In case of data breach or when sensitive personal information [is] being used to enable identity fraud [is] reasonably believed to have been acquired by an unauthorized person there are two courses of action which may be availed of.

First, under the Data Privacy Act, the National Privacy Commission must be notified of the nature of the breach, information involved, measures taken, scope of the breach.  Upon finding of liability, the NPC may thereafter impose the necessary penalty commensurate with the unauthorized access or intentional breach.

Second, an individual may prosecute under the Cybercrime Prevention Act of 2012 wherein an individual may be held criminally liable for computer-related identity theft if he or she intentionally acquires, uses, or misuse information belonging to another without the right.

Summary.

The personal information that we provide the different Controllers or Processors [is] like our most treasured secrets.
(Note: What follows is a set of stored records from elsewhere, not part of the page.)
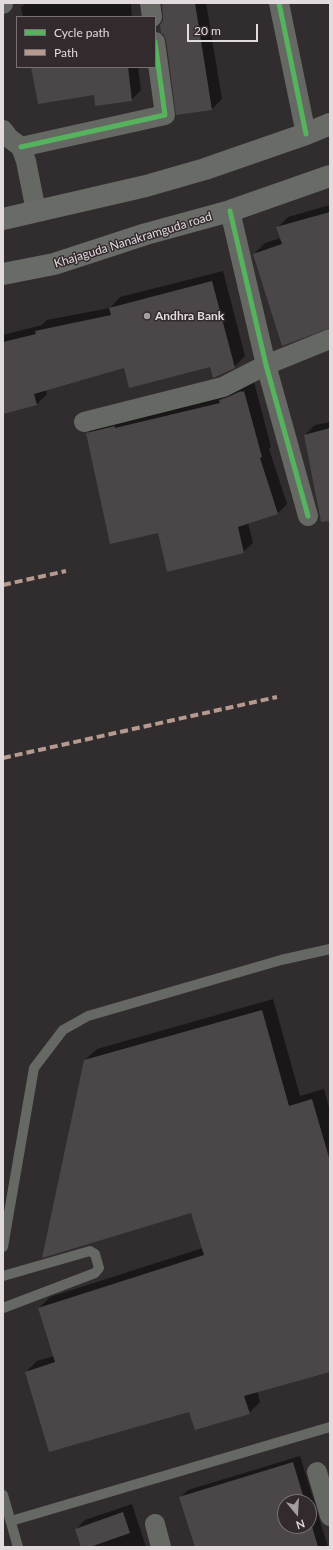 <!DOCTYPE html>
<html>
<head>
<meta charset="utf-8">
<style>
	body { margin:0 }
	#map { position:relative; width:333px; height:1550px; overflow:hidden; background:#312c2e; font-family:Lato,sans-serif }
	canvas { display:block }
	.frame { position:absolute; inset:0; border:4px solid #e1dbde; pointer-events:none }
	.legend { position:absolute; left:16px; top:16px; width:140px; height:52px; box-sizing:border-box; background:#332a2e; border:1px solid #797174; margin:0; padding:5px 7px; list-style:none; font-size:12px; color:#e1dbde }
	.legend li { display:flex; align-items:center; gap:8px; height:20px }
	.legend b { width:20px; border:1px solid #797174 }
	.north { position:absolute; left:277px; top:1494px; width:40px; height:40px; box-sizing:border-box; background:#332a2e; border:1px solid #797174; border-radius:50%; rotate:162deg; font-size:11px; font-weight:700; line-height:16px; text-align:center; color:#e1dbde }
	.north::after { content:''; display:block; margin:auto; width:14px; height:18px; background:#a39ea0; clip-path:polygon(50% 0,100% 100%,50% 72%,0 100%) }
	.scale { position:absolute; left:187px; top:24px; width:71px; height:18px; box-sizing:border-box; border:2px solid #e1dbde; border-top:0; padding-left:5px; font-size:12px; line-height:14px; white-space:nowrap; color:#e1dbde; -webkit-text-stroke:3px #332a2e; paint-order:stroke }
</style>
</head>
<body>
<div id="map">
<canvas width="333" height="1550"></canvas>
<div class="frame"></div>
<ul class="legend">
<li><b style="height:5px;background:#56b35d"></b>Cycle path</li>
<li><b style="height:5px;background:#b69a8f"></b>Path</li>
</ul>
<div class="north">N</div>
<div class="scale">20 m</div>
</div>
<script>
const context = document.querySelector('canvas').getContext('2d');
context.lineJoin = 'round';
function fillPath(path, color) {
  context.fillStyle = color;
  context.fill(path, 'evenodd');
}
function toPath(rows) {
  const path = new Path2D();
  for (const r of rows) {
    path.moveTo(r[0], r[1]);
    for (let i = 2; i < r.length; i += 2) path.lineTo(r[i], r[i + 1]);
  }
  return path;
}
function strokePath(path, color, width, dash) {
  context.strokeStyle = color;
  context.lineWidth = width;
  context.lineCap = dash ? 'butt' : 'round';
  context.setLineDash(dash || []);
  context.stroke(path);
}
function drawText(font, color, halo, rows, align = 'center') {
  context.font = font + ' Lato,sans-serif';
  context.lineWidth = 3;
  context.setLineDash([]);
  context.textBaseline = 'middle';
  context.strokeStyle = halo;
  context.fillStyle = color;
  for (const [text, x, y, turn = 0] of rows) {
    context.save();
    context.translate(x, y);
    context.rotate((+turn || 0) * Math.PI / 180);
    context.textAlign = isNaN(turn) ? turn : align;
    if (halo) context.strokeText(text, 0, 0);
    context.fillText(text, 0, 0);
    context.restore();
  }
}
const shadow = toPath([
	[26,3,131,3,132,17,23,17,21,7],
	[163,3,206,3,222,99,212,109,177,114,164,21],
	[32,67,138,67,141,90,131,100,95,93],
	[330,205,330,327,254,254,265,243,281,238,277,228,288,217],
	[223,271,245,356,234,367,210,366,125,367,46,389,47,394,36,405,3,413,3,335,42,325,47,320,110,308,120,297],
	[254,382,271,447,269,449,287,504,278,513,248,523,253,543,243,552,159,532,87,434,96,424],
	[330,422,330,499,305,435,315,425],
	[273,999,300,1096,324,1089,330,1111,330,1370,257,1391,260,1402,249,1413,190,1410,26,1372,37,1361,54,1356,39,1308,50,1297,203,1248,191,1212,85,1060,97,1049],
	[300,1456,328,1547,196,1547,180,1498,188,1490],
	[285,1502,309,1502,309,1526,285,1526],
	[132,1504,146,1547,82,1547,76,1529,85,1520]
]);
const building = toPath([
	[162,3,195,3,212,110,176,115,166,40,164,35,161,33,160,25,163,21,163,16],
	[31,67,128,67,132,101,95,106,94,95,38,104],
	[330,212,330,328,282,346,253,254,282,244,276,227],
	[212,281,235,368,213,378,210,367,129,388,124,368,34,394,37,405,3,414,3,342,36,334,35,331,111,315,109,308],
	[241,391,241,392,244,391,262,457,260,458,278,514,238,527,244,553,167,572,158,533,110,544,86,433,115,426,115,428,220,403,219,400,228,397],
	[330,428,330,521,321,522,304,435],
	[262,1010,289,1106,312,1099,330,1161,330,1372,244,1396,250,1414,195,1430,189,1412,49,1452,25,1372,55,1362,38,1308,204,1255,191,1213,42,1258,84,1060],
	[293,1462,305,1502,285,1502,285,1526,309,1526,309,1516,318,1547,195,1547,179,1497],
	[123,1512,130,1533,90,1547,81,1547,75,1529]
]);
const lane = toPath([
	[3,1247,34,1068,63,1030,88,1016,281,960,330,949],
	[3,1276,90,1251,95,1254,99,1268,95,1273,3,1308],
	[3,1495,18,1547],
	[11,1521,330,1427]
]);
const street = toPath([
	[150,3,152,17],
	[279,3,306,134],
	[3,4,3,3],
	[3,130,9,138,21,147,26,161,36,211],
	[21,147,165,115,155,42],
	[230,211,266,365,308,516],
	[84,422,223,387,266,365,330,339],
	[317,1472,330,1516],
	[155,1524,161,1547]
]);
const secondary = toPath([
	[3,219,146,186,205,169,306,134,330,124],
	[3,274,54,264,146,234,230,211,330,176]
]);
const quiet = toPath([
	[3,585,66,571],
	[3,758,277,697]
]);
const cycleway = toPath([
	[279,3,306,134],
	[21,147,165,115,155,42],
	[230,211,266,365,308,516]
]);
const markers = [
	[147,316,4,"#a39ea0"]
];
const streetNames = [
	["Khajaguda Nanakramguda road",133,240,-17]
];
const poiNames = [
	["Andhra Bank",155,316]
];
fillPath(shadow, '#0007');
fillPath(building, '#4b4749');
strokePath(lane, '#666864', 10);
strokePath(street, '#666864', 20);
strokePath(secondary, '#686b66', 22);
strokePath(quiet, '#b69a8f', 4, [8, 4]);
strokePath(cycleway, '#56b35d', 5);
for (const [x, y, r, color] of markers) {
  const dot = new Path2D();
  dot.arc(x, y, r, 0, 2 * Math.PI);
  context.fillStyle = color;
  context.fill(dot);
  strokePath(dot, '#332a2e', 1.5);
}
drawText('12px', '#e1dbde', '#332a2e', streetNames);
drawText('bold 12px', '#e1dbde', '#332a2e', poiNames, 'left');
</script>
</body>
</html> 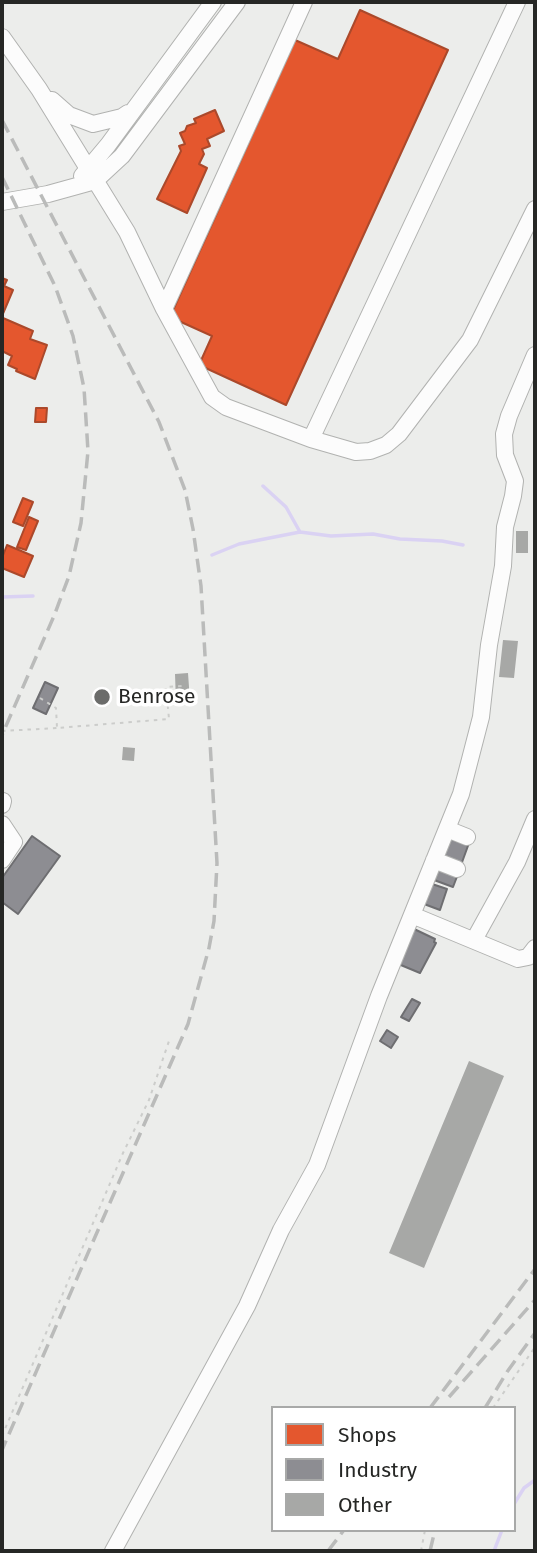 <!DOCTYPE html>
<style>
body{margin:0}
#map{position:relative;width:537px;height:1553px;overflow:hidden;background:#ecedeb;font-family:"Fira Sans",sans-serif}
canvas{display:block}
.frame{position:absolute;inset:0;border:4px solid #262725;pointer-events:none}
.legend{position:absolute;left:271px;top:1406px;width:245px;height:126px;box-sizing:border-box;background:#fff;border:2px solid #a8a9a8;margin:0;padding:9px 12px;list-style:none;font-size:21px;color:#262725}
.legend li{display:flex;align-items:center;gap:14px;height:35px}
.legend b{width:35px;border:2px solid #a8a9a8}
</style>
<div id="map">
<canvas width="537" height="1553"></canvas>
<div class="frame"></div>
<ul class="legend">
<li><b style="height:19px;background:#e4572e"></b>Shops</li>
<li><b style="height:19px;background:#8d8d92"></b>Industry</li>
<li><b style="height:19px;background:#a7a8a6"></b>Other</li>
</ul>
</div>
<script>
const ctx = document.querySelector('canvas').getContext('2d');
ctx.lineJoin = 'round';
function fillPath(path, color) { ctx.fillStyle = color; ctx.fill(path, 'evenodd'); }
const shape = rows => new Path2D(rows.map(r => 'M' + r).join(''));
function trace(path, color, width, dash) { ctx.strokeStyle = color; ctx.lineWidth = width; ctx.lineCap = dash ? 'butt' : 'round'; ctx.setLineDash(dash || []); ctx.stroke(path); }
function label(font, color, halo, rows, align = 'center') {
  ctx.font = font + ' "Fira Sans",sans-serif'; ctx.lineWidth = 7; ctx.setLineDash([]); ctx.textBaseline = 'middle'; ctx.strokeStyle = halo; ctx.fillStyle = color; for (const [text, x, y, turn = 0] of rows) {
    ctx.save(); ctx.translate(x, y); ctx.rotate((+turn || 0) * Math.PI / 180); ctx.textAlign = isNaN(turn) ? turn : align; if (halo) ctx.strokeText(text, 0, 0); ctx.fillText(text, 0, 0); ctx.restore();
  }
}
const shops = shape([
 [360,10,448,50,286,405,199,365,212,336,170,317,295,40,338,59,360,10],
 [215,110,224,131,207,139,210,146,202,149,204,154,199,164,207,168,187,213,157,199,181,151,179,146,185,144,180,133,185,131,187,126,196,123,194,119,215,110],
 [2,278,7,280,4,286,13,290,2,316,2,278],
 [3,318,33,331,30,339,47,345,35,379,16,371,17,369,8,365,12,356,2,351,3,318],
 [36,408,47,408,46,422,35,422,36,408],
 [23,498,33,502,23,526,13,522,23,498],
 [29,517,38,521,26,550,17,547,29,517],
 [7,545,33,556,24,577,2,568,2,558,7,545]
]);
fillPath(shops, '#e4572e');
trace(shops, '#ab492b', 2);
const industry = shape([
 [45,682,58,688,46,714,33,708,45,682],
 [32,836,60,856,18,914,2,902,2,878,32,836],
 [449,836,469,843,461,865,441,858,449,836],
 [438,867,458,874,453,887,434,880,438,867],
 [432,884,447,889,440,910,424,904,432,884],
 [412,928,435,939,434,942,436,943,420,973,396,963,412,928],
 [412,999,420,1003,409,1021,401,1017,412,999],
 [387,1030,398,1037,391,1048,380,1041,387,1030]
]);
fillPath(industry, '#8d8d92');
trace(industry, '#6e6e71', 2);
trace(shape([
 [263,486,286,507,300,532],
 [212,555,239,544,300,532,331,536,373,534,400,539,442,541,463,545],
 [2,597,33,596],
 [514,1504,524,1488,535,1480],
 [494,1551,502,1530]
]), '#dad2f3', 3.5);
fillPath(shape([
 [516,531,528,531,528,553,516,553],
 [503,640,518,641,514,678,499,677],
 [188,673,190,701,176,702,175,674],
 [123,747,135,748,134,761,122,760],
 [469,1061,504,1076,424,1268,389,1253]
]), '#a7a8a6');
const minor = shape([
 [2,37,39,89,127,232,164,309,212,397,226,407,311,439,517,2],
 [52,100,69,115,93,124,122,117,128,113],
 [82,176,108,145,213,2],
 [2,202,48,194,95,181,122,156,237,2],
 [164,309,304,2],
 [311,439,356,452,370,451,386,445,399,434,470,340,535,209],
 [2,805,3,801],
 [2,824,14,842,2,860],
 [447,829,467,837],
 [434,860,457,869],
 [412,915,518,959,528,957,535,948],
 [474,940,517,862,535,819],
 [113,1551,247,1306,281,1230,317,1165,379,996,461,794,481,717,489,645,503,566,505,527,513,496,515,481,505,455,504,434,509,416,535,355]
]);
trace(minor, '#b1b2b0', 18);
trace(shape([
 [40,698,56,708,57,728,169,719,166,687,182,686],
 [493,1408,535,1347],
 [2,1436,123,1153,149,1100,170,1038],
 [421,1551,425,1530]
]), '#cccdcb', 2, [3.5, 5]);
trace(minor, '#fcfcfc', 16);
trace(shape([
 [2,120,159,422,185,490,193,529,201,586,217,863,214,921,209,948,188,1024,2,1450],
 [2,177,55,286,73,336,84,388,88,451,81,523,69,576,54,616,2,735],
 [449,1397,535,1300],
 [430,1408,535,1269],
 [485,1408,507,1372,535,1333],
 [328,1551,344,1530],
 [430,1551,435,1530]
]), '#babbba', 3.5, [14, 7]);
trace(shape([
 [2,731,57,728]
]), '#cccdcb', 2, [3.5, 5]);
for (const [x, y, r, color] of [
 [102,697,9,"#6b6c6a"]
]) { const dot = new Path2D(); dot.arc(x, y, r, 0, 2 * Math.PI); ctx.fillStyle = color; ctx.fill(dot); trace(dot, '#fff', 2.5); }
label('21px', '#262725', '#fff', [
 ["Benrose",118,697]
], 'left');
</script>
We should be careful whenever we disclose certain information about ourselves and must make sure that we are giving these information to people whom we can trust and that we are giving it for a valid purpose – because…

Consent is key. Consent will provide us with the necessary protection when it comes to our disclosed information. 

Before we give away our data, we must ALWAYS make sure that we know the reason why we are giving it out and we must KNOW the purpose for which our data will be used. 

Finally, under the Data Privacy Act, we have eight recognized rights to control our personal information. Keep in mind that we can always have it corrected, we can always prevent its further disclosure to third parties, and we can also sue for damages.

It is incumbent upon us that we familiarize ourselves with these rights so that we can prevent any untoward incident in relation to our personal data. As they would always say, prevention is better than cure.